Your goal: Every line containing the string "highway" should be returned from the records.

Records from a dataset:
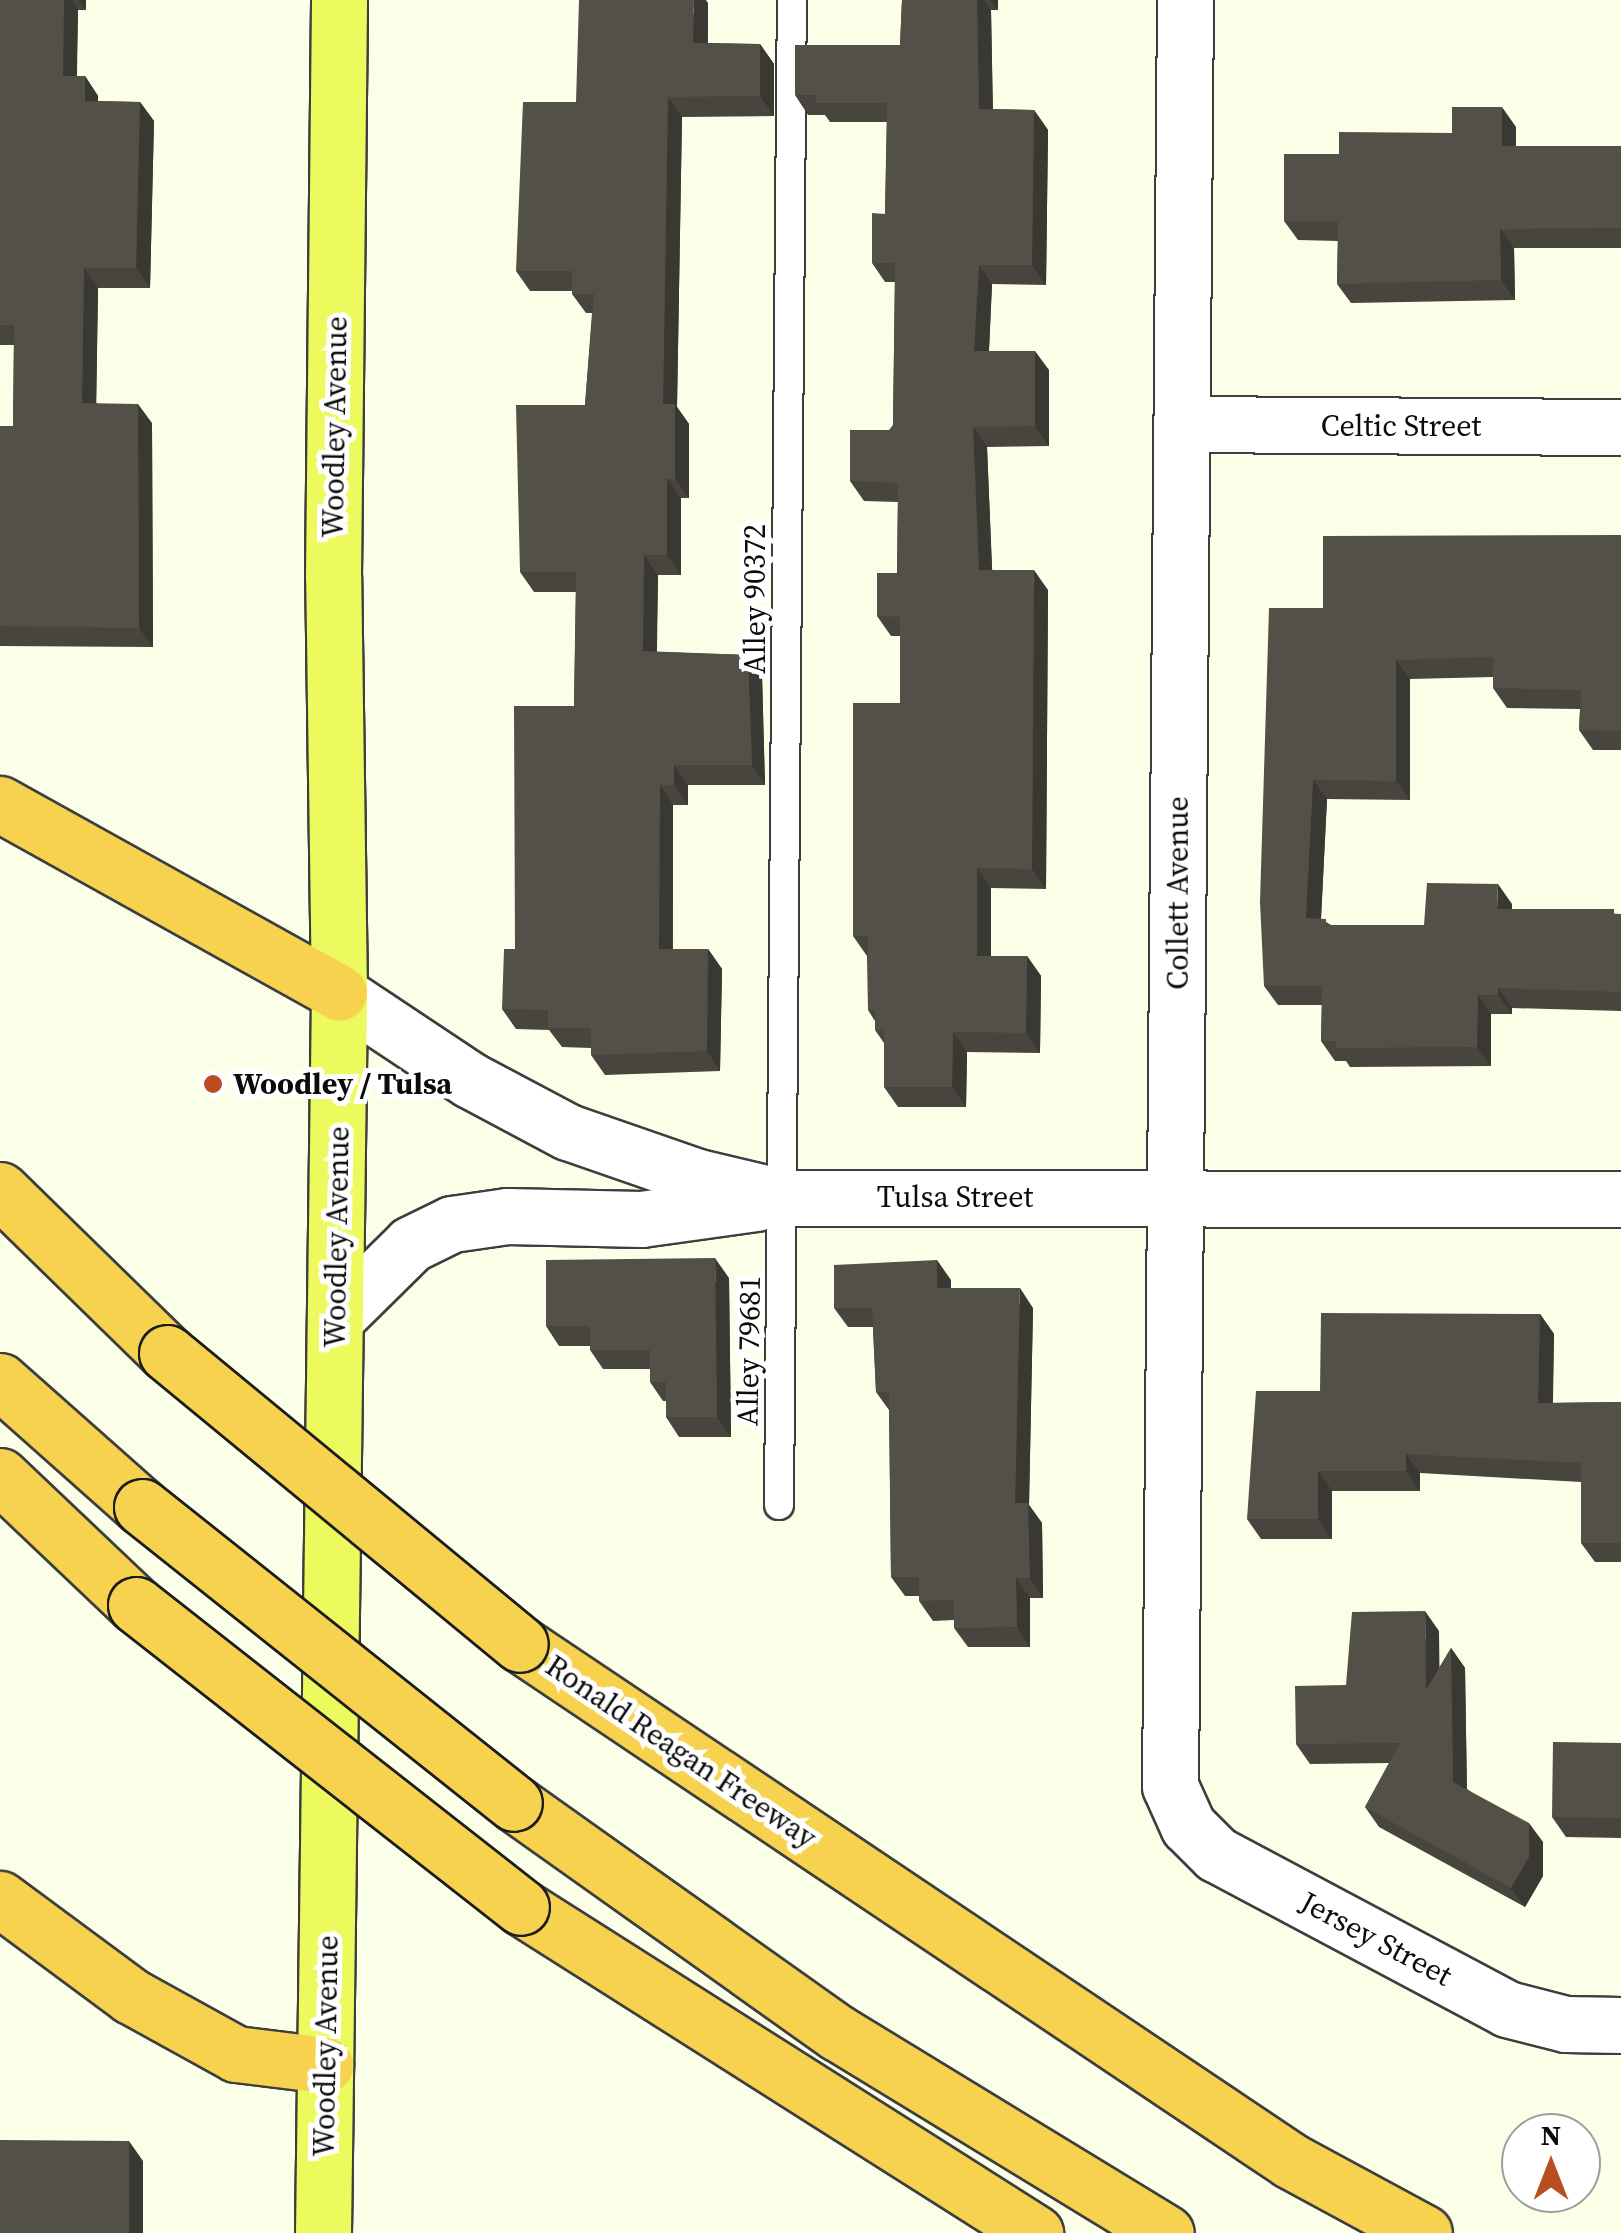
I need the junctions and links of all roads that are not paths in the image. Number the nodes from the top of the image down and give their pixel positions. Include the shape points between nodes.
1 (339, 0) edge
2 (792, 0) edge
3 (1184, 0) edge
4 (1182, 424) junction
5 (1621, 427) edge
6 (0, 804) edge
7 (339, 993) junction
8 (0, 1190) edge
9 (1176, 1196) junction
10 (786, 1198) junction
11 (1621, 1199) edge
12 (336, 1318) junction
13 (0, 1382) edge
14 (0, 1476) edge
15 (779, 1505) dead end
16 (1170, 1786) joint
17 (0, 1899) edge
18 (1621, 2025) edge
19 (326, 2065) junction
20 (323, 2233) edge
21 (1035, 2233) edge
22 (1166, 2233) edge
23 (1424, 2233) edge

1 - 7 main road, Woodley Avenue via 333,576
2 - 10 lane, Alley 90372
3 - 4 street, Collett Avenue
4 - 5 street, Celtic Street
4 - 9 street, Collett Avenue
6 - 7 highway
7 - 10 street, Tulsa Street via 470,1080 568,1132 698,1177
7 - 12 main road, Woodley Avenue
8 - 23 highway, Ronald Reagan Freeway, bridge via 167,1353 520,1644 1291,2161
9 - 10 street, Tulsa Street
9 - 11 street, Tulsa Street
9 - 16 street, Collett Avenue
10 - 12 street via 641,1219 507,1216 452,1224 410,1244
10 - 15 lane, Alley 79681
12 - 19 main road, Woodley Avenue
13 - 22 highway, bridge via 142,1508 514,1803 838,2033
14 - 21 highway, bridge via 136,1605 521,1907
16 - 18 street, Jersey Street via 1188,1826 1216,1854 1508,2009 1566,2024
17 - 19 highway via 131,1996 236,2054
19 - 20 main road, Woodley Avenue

Output of the exercise:
6 - 7 highway
8 - 23 highway, Ronald Reagan Freeway, bridge via 167,1353 520,1644 1291,2161
13 - 22 highway, bridge via 142,1508 514,1803 838,2033
14 - 21 highway, bridge via 136,1605 521,1907
17 - 19 highway via 131,1996 236,2054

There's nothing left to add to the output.